A lending facility is a mechanism that central banks use when lending funds to primary dealers such as banks, broker-dealers, or other financial institutions who are approved to conduct business with the U.S Federal Reserve.

Lending facilities provide financial institutions with access to funds in order to satisfy reserve requirements, using the overnight lending market. Central banks may also use lending facilities to increase liquidity over longer periods. They generally accomplish this by using term auction facilities.

How Lending Facilities Work

A lending facility is a source of funds that can support financial institutions in asking for additional capital. A lending facility can provide liquidity at moments of need and can involve various assets to secure a loan. As noted above, many financial institutions may tap into lending facilities when they need additional capital to maintain their targeted reserve requirements.

Lending facilities can provide liquidity when required.

Reserve requirements are what banks must hold in cash against their customers’ deposits. The Federal Reserve's Board of Governors sets the requirement, along with the interest rate they pay banks on their excess reserves. This is according to the Financial Services Regulatory Relief Act of 2006. This rate of interest on excess reserves also serves as a proxy for the federal funds rate.

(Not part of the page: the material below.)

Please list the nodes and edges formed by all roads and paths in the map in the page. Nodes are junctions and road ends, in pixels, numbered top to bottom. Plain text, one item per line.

Banks must secure their reserve requirements in proprietary vaults or at the closest Federal Reserve Bank. The Fed's board of governors are the ones who set reserve requirements. The reserve requirement is one of the three main tools of monetary policy—the other two tools being open market operations and the discount rate.

Lending Facility vs. Term Auction Facility

The Federal Reserve uses term auction facilities (TAF) as part of its monetary policy to help increase liquidity in the U.S. credit markets. TAF allows the Federal Reserve to auction fixed amounts of collateral-backed short-term loans to depository institutions—savings banks, commercial banks, savings and loan associations, credit unions—that are in strong financial condition.

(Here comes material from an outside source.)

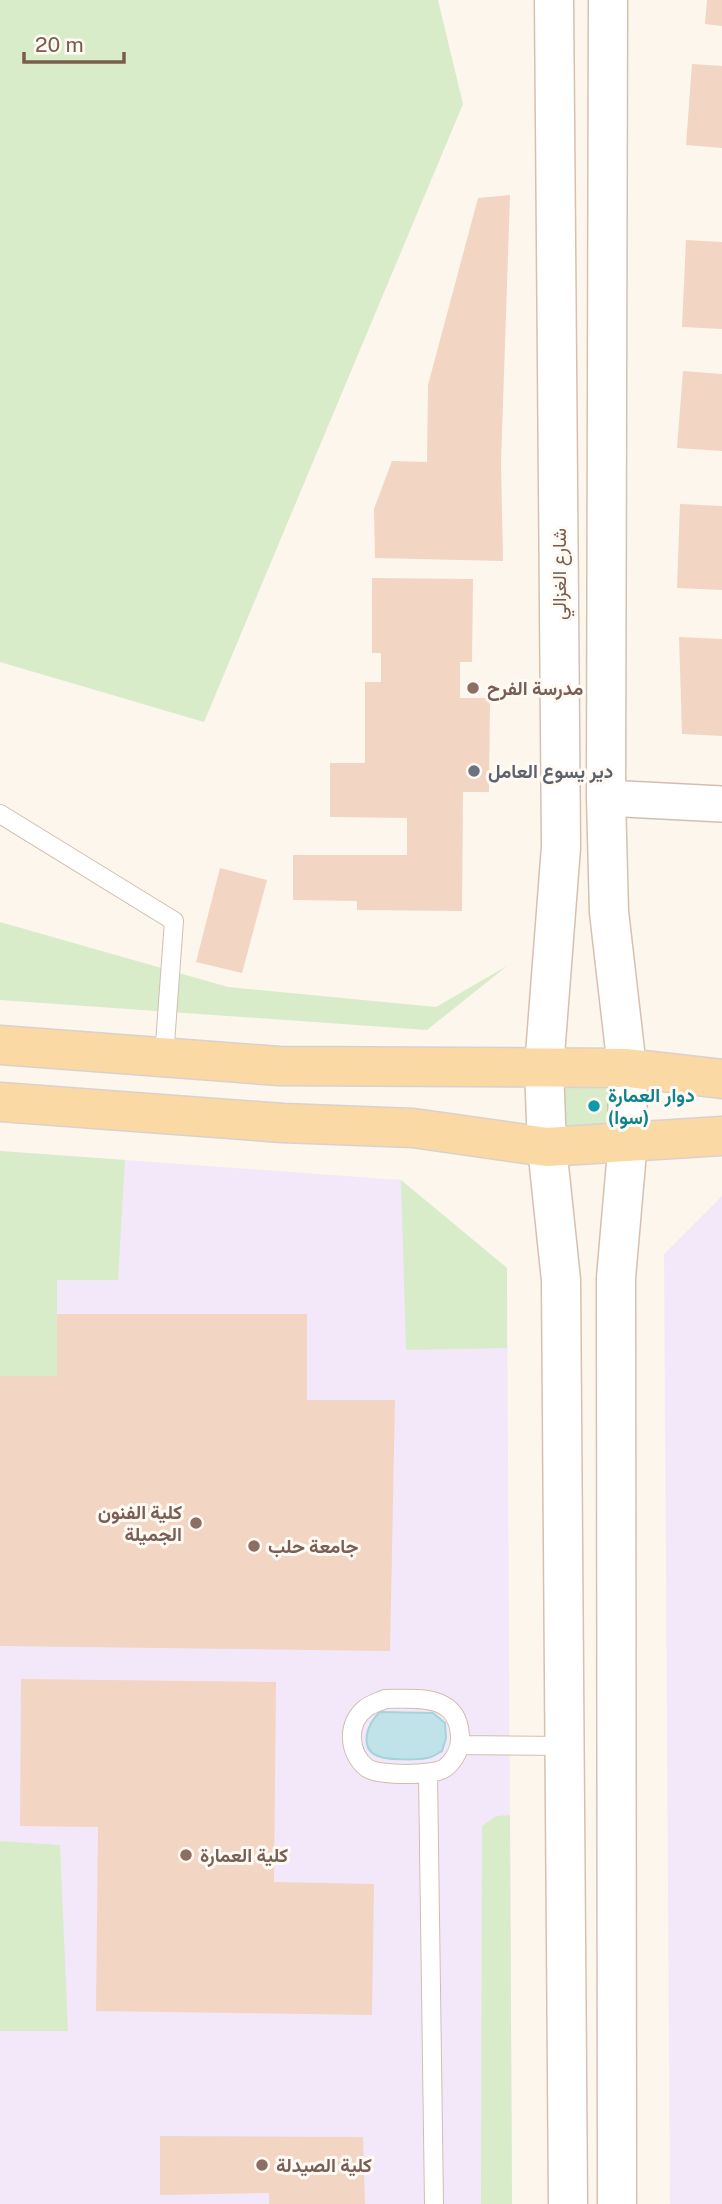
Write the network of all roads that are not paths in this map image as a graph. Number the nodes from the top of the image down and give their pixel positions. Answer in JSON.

TAFs are implemented with the express purpose of addressing "elevated pressures in short-term funding markets," according to the Federal Reserve System Board of Governors.

Key Takeaways

  • Central banks use lending facilities when lending funds to banks, broker-dealers, or other financial institutions approved to conduct business with the U.S Federal Reserve.
  • These facilities provide financial institutions with access to funds in order to satisfy reserve requirements.
  • They provide liquidity when needed and can involve various assets to secure a loan.
  • Lending facilities come in the form of term securities lending facilities, treasury automated auction processing systems, or the overnight lending market.

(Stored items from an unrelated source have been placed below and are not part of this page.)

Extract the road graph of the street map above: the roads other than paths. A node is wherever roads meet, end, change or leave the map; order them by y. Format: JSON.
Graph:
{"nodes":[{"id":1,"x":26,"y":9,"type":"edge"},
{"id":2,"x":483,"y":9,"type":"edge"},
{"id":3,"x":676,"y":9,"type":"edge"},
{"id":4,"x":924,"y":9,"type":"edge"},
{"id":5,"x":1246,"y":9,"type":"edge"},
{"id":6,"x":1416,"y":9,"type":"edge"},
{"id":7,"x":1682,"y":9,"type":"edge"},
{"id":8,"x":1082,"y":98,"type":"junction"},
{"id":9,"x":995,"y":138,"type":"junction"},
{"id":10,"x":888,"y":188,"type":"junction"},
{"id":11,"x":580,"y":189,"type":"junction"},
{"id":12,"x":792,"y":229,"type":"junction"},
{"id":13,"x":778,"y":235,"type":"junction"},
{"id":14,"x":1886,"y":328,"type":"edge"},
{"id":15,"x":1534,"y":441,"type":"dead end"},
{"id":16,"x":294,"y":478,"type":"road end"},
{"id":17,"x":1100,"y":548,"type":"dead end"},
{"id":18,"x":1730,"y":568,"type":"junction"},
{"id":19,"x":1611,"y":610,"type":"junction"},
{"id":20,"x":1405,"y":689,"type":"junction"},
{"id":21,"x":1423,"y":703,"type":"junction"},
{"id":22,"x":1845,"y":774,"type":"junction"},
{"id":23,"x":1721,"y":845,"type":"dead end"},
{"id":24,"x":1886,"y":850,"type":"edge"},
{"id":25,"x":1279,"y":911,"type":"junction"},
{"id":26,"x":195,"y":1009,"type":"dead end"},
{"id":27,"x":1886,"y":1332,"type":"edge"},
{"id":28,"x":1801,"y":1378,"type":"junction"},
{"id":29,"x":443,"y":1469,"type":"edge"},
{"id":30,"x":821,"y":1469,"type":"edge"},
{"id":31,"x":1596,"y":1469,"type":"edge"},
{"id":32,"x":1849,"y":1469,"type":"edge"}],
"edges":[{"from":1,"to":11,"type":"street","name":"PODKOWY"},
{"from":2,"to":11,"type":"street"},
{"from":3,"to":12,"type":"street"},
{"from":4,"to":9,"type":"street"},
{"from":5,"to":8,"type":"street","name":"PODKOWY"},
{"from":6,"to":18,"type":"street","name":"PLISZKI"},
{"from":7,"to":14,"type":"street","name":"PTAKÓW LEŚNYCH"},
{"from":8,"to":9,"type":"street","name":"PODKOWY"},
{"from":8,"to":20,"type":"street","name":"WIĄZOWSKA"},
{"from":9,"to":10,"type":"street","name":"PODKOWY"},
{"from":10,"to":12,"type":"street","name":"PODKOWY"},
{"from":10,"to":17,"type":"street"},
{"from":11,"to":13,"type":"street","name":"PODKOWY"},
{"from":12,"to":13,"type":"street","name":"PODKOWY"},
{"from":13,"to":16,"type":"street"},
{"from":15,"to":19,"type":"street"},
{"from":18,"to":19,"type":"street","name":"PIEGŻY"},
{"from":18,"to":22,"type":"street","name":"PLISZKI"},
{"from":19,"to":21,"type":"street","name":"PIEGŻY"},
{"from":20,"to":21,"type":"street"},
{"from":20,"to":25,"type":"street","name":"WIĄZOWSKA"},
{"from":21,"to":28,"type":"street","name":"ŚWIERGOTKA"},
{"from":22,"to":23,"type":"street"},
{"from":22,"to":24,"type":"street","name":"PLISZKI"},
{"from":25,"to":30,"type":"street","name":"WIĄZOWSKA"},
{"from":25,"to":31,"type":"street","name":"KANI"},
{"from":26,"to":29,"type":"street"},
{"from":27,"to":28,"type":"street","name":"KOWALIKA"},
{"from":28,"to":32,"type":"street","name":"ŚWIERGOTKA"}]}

History and Development of Lending Facilities

Lending facilities originated to enhance efficiency when depository institutions required capital. Central banks often accept a variety of assets as collateral from financial institutions in exchange for supplying the loan. These lending facilities can take the form of the following term auction facilities: Term securities lending facilities, treasury automated auction processing systems (TAAPS), or the overnight lending market.

Term securities lending facilities (TSLF) were run by the Fed's open market trading desk, and started as weekly lending facilities. The TSLF lets primary dealers borrow U.S. Treasury securities for 28 days by putting up eligible collateral. The Fed created the TSLF in 2008 so it wouldn't have to affect currencies or securities prices while easing the credit market for Treasury securities.

TAAPS is a computer system developed and run by the Fed to process bids received for Treasury securities that trade through the auction process. Prior to the automated system being put into place in 1993, the Fed received bids in paper form.

The overnight lending market, on the other hand, help banks meet their reserve requirements. Banks that have more than the requirement at the end of the day lend to banks that fall short. These funds are kept at the Fed or in the receiving bank's vault.